● REQUIREMENT
Return each line below holding the string "roads".
MATERIAL PROVIDED below:
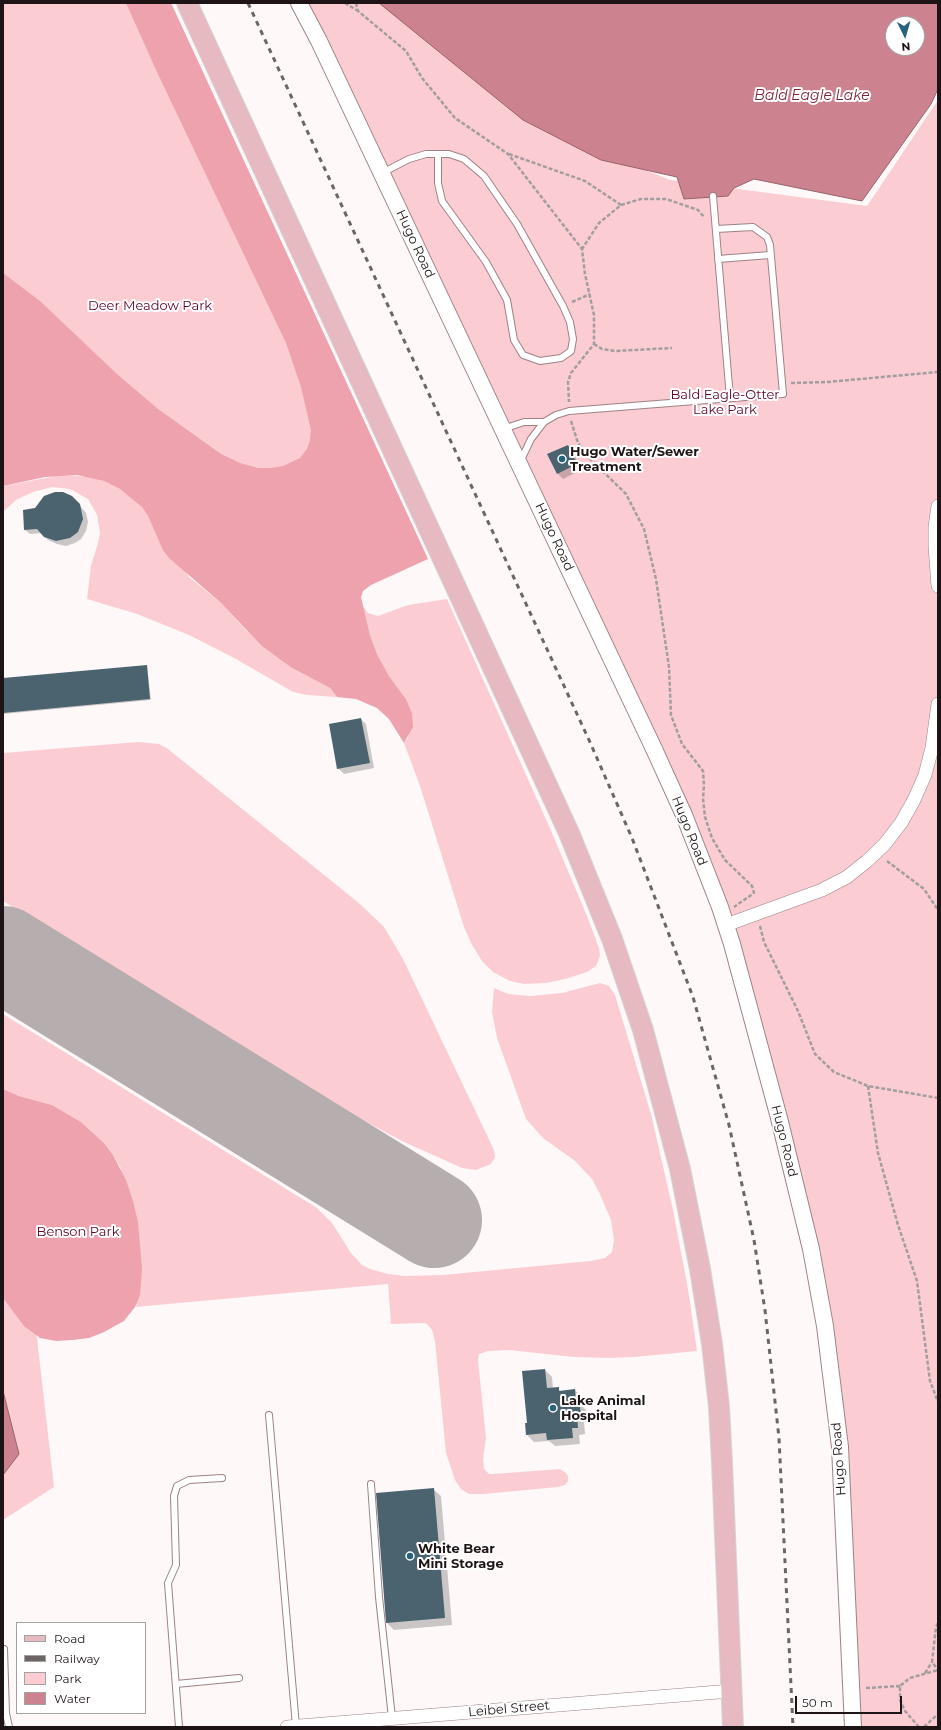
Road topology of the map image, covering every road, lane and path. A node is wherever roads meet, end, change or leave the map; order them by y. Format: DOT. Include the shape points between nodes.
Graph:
graph roads {
  1 [pos="187,3"];
  2 [pos="298,3"];
  3 [pos="345,3"];
  4 [pos="356,3"];
  5 [pos="358,11"];
  6 [pos="438,154"];
  7 [pos="508,154"];
  8 [pos="382,173"];
  9 [pos="713,196"];
  10 [pos="621,205"];
  11 [pos="716,229"];
  12 [pos="582,249"];
  13 [pos="770,255"];
  14 [pos="718,259"];
  15 [pos="590,294"];
  16 [pos="563,306"];
  17 [pos="594,344"];
  18 [pos="672,348"];
  19 [pos="938,372"];
  20 [pos="782,384"];
  21 [pos="730,398"];
  22 [pos="569,411"];
  23 [pos="544,422"];
  24 [pos="503,429"];
  25 [pos="519,463"];
  26 [pos="938,506"];
  27 [pos="938,586"];
  28 [pos="938,704"];
  29 [pos="877,852"];
  30 [pos="754,893"];
  31 [pos="938,910"];
  32 [pos="758,915"];
  33 [pos="726,925"];
  34 [pos="868,1086"];
  35 [pos="938,1098"];
  36 [pos="938,1402"];
  37 [pos="269,1415"];
  38 [pos="222,1478"];
  39 [pos="371,1484"];
  40 [pos="938,1623"];
  41 [pos="4,1649"];
  42 [pos="932,1662"];
  43 [pos="938,1670"];
  44 [pos="924,1674"];
  45 [pos="239,1678"];
  46 [pos="176,1684"];
  47 [pos="900,1686"];
  48 [pos="852,1688"];
  49 [pos="731,1691"];
  50 [pos="938,1714"];
  51 [pos="392,1718"];
  52 [pos="346,1725"];
  53 [pos="9,1727"];
  54 [pos="179,1727"];
  55 [pos="291,1727"];
  56 [pos="733,1727"];
  57 [pos="853,1727"];
  58 [pos="919,1727"];
  59 [pos="924,1727"];
  1 -- 49 [label="main road" via="556,804 605,921 634,1004 680,1169 712,1344 722,1463"];
  2 -- 8 [label="street, Hugo Road"];
  3 -- 5 [label="path"];
  4 -- 5 [label="path"];
  5 -- 7 [label="path" via="406,51 422,78 455,118"];
  6 -- 8 [label="lane" via="426,154 409,159"];
  6 -- 16 [label="lane" via="449,154 464,159 484,176 517,224"];
  6 -- 16 [label="lane" via="438,183 442,201 486,262 507,300 514,340 523,355 540,361 551,361 571,351 573,339 570,322"];
  7 -- 10 [label="path" via="585,181"];
  7 -- 12 [label="path"];
  8 -- 24 [label="street, Hugo Road"];
  9 -- 11 [label="lane"];
  10 -- 11 [label="path" via="641,199 666,199 698,210"];
  10 -- 12 [label="path" via="599,223"];
  11 -- 13 [label="lane" via="753,227 767,236"];
  11 -- 14 [label="lane"];
  12 -- 15 [label="path"];
  13 -- 14 [label="lane"];
  13 -- 20 [label="lane"];
  14 -- 21 [label="lane"];
  15 -- 16 [label="path"];
  15 -- 17 [label="path" via="594,315"];
  17 -- 18 [label="path" via="602,350 615,351"];
  17 -- 22 [label="path" via="571,373 568,382"];
  19 -- 20 [label="path"];
  20 -- 21 [label="lane" via="783,394"];
  21 -- 22 [label="lane"];
  22 -- 23 [label="lane"];
  22 -- 30 [label="path" via="577,440 584,452 626,494 644,529 656,579 668,667 671,715 682,744 703,771 703,805 712,838 725,860 752,886"];
  23 -- 24 [label="lane" via="524,422"];
  23 -- 25 [label="lane" via="531,439"];
  24 -- 25 [label="street, Hugo Road"];
  25 -- 33 [label="street, Hugo Road" via="684,815"];
  26 -- 27 [label="street" via="935,527"];
  28 -- 29 [label="street" via="932,748 914,800 901,823"];
  29 -- 31 [label="path" via="924,889"];
  29 -- 32 [label="street" via="847,877 822,890"];
  30 -- 32 [label="path"];
  30 -- 33 [label="path" via="732,910"];
  32 -- 33 [label="street"];
  32 -- 34 [label="path" via="764,942 798,1011 815,1054 834,1072"];
  33 -- 48 [label="street, Hugo Road" via="779,1118 825,1326 840,1447"];
  34 -- 35 [label="path"];
  34 -- 36 [label="path" via="878,1153 917,1281 930,1380"];
  37 -- 55 [label="lane"];
  38 -- 46 [label="lane" via="190,1480 177,1486 174,1496 176,1565 168,1583"];
  39 -- 51 [label="lane" via="379,1597"];
  40 -- 42 [label="path"];
  41 -- 53 [label="lane" via="6,1713"];
  42 -- 43 [label="path"];
  42 -- 44 [label="path"];
  43 -- 44 [label="path"];
  44 -- 47 [label="path" via="910,1678"];
  45 -- 46 [label="lane"];
  46 -- 54 [label="lane"];
  47 -- 48 [label="path"];
  47 -- 58 [label="path" via="900,1700 905,1711"];
  48 -- 57 [label="street, Hugo Road"];
  49 -- 51 [label="street, Leibel Street"];
  49 -- 56 [label="main road"];
  50 -- 59 [label="path"];
  51 -- 52 [label="street, Leibel Street"];
  52 -- 55 [label="street, Leibel Street"];
}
End of MATERIAL PROVIDED.
● RESPONSE BOX
Road topology of the map image, covering every road, lane and path. A node is wherever roads meet, end, change or leave the map; order them by y. Format: DOT. Include the shape points between nodes.
graph roads {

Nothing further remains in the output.